Publication year - 1984
Publication title -
journal of periodontology
Language(s) - English
Resource type - Journals
SCImago Journal Rank - 2.036
H-Index - 156
eISSN - 1943-3670
pISSN - 0022-3492
DOI - 10.1902/jop.1984.55.3.142
Subject(s) - epithelium , junctional epithelium , crest , bevel , medicine , dentistry , beagle , pathology , physics , structural engineering , quantum mechanics , engineering
T his study assessed the extent of pocket epithelium removal by crestal and subcrestal scalloped inverse bevel incisions during mucoperiosteal flap surgery. Fifty‐six gingival biopsies were obtained from 52 participants, who had extractions of periodontally involved teeth. Sulcular incisions which severed the epithelial attachment served as controls. Experimental scalloped internal bevel incisions were made: (1) at the gingival crest extending apical to the osseous crest (crestal incision) and (2) 1 to 2 mm apical to the gingival margin extending apical to the osseous crest (subcrestal incision).
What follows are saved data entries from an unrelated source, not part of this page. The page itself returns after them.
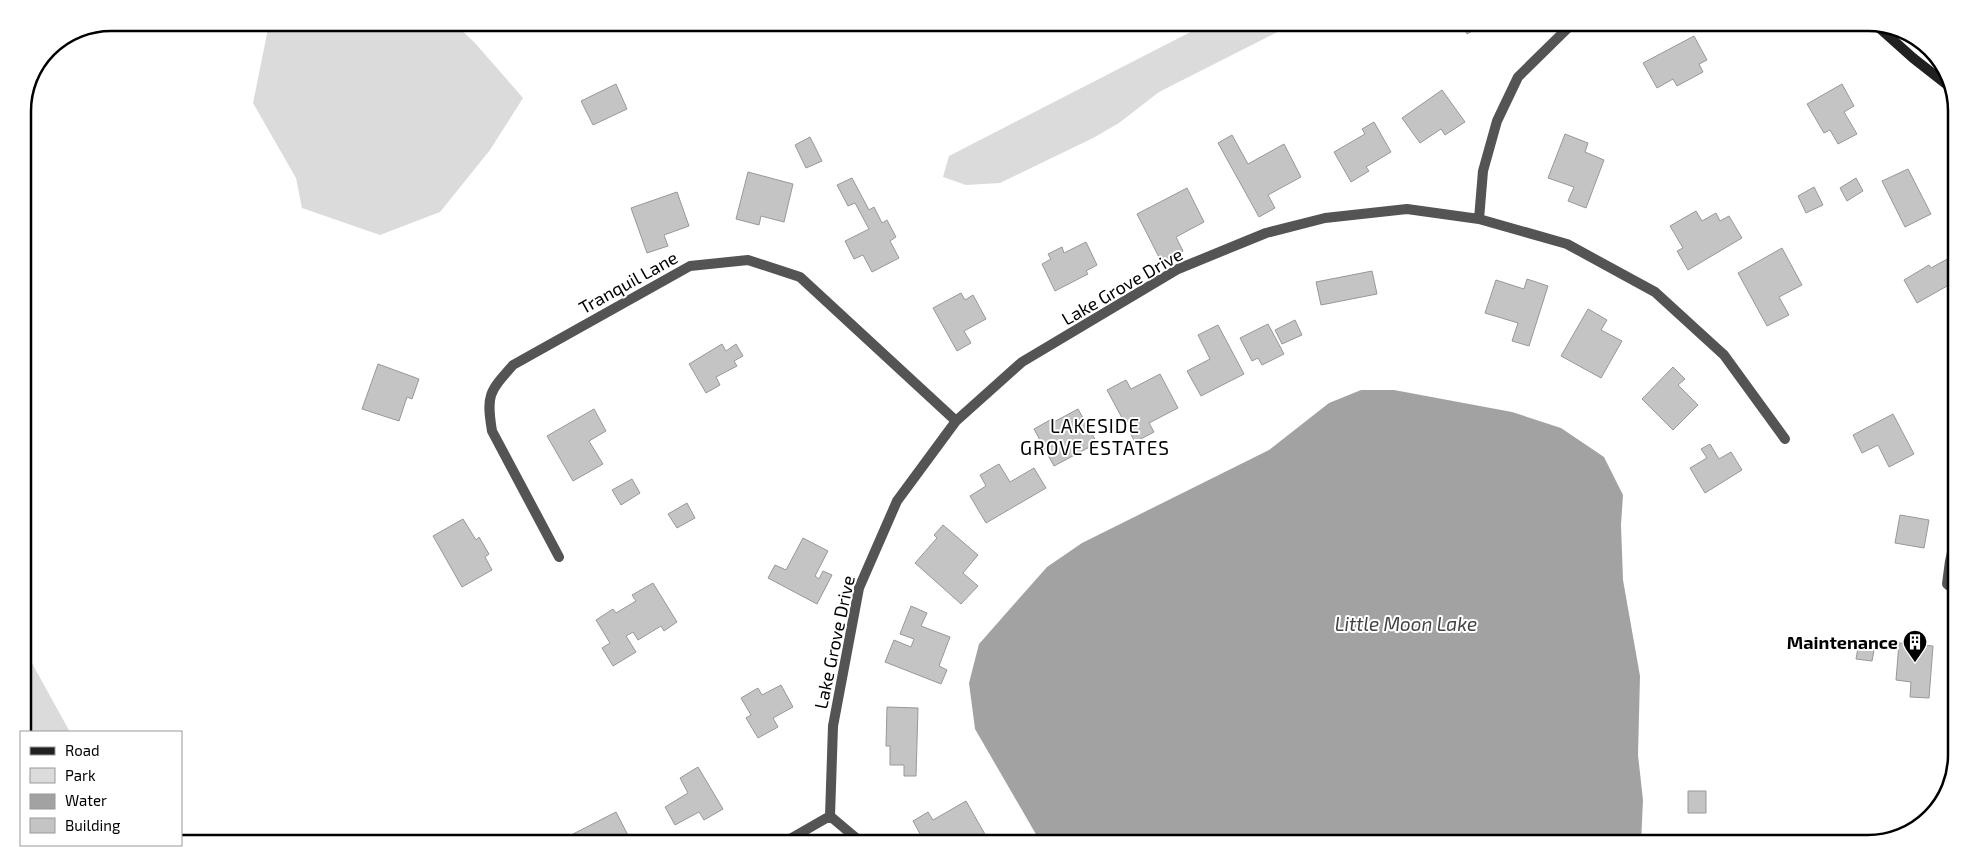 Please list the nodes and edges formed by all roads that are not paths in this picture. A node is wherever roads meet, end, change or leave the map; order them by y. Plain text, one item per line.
1 (1565, 31) edge
2 (1886, 34) edge
3 (1942, 80) edge
4 (1479, 219) junction
5 (956, 421) junction
6 (1785, 439) dead end
7 (559, 557) dead end
8 (830, 816) junction
9 (797, 835) edge
10 (852, 835) edge

1 - 4 street
2 - 3 street
4 - 5 street, Lake Grove Drive
4 - 6 street, Lake Grove Drive
5 - 7 street, Tranquil Lane
5 - 8 street, Lake Grove Drive
8 - 9 street
8 - 10 street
In the two procedures the initial incisions were followed by sulcular incisions to sever the epithelial attachment. After both crestal and subcrestal incisions full thickness flaps were reflected, pocket contents were removed, and flaps were replaced against the teeth. Gingival biopsies were then obtained from control and experimental sites followed by extraction of teeth. All specimens were processed, embedded in paraffin, sectioned, stained with hematoxylin and eosin and examined for residual pocket epithelium. Control incisions eliminated pocket epithelium in two of 20 specimens. Crestal incisions eliminated pocket epithelium in 11 of 25 areas, while subcrestal incisions eliminated pocket epithelium in 13 of 25 areas. All 10 papillary areas treated by crestal incisions and 8 of the 10 papillary areas treated by subcrestal incisions displayed residual pocket epithelium. Neither crestal nor subcrestal scalloped internal bevel incisions consistently eliminated all pocket epithelium.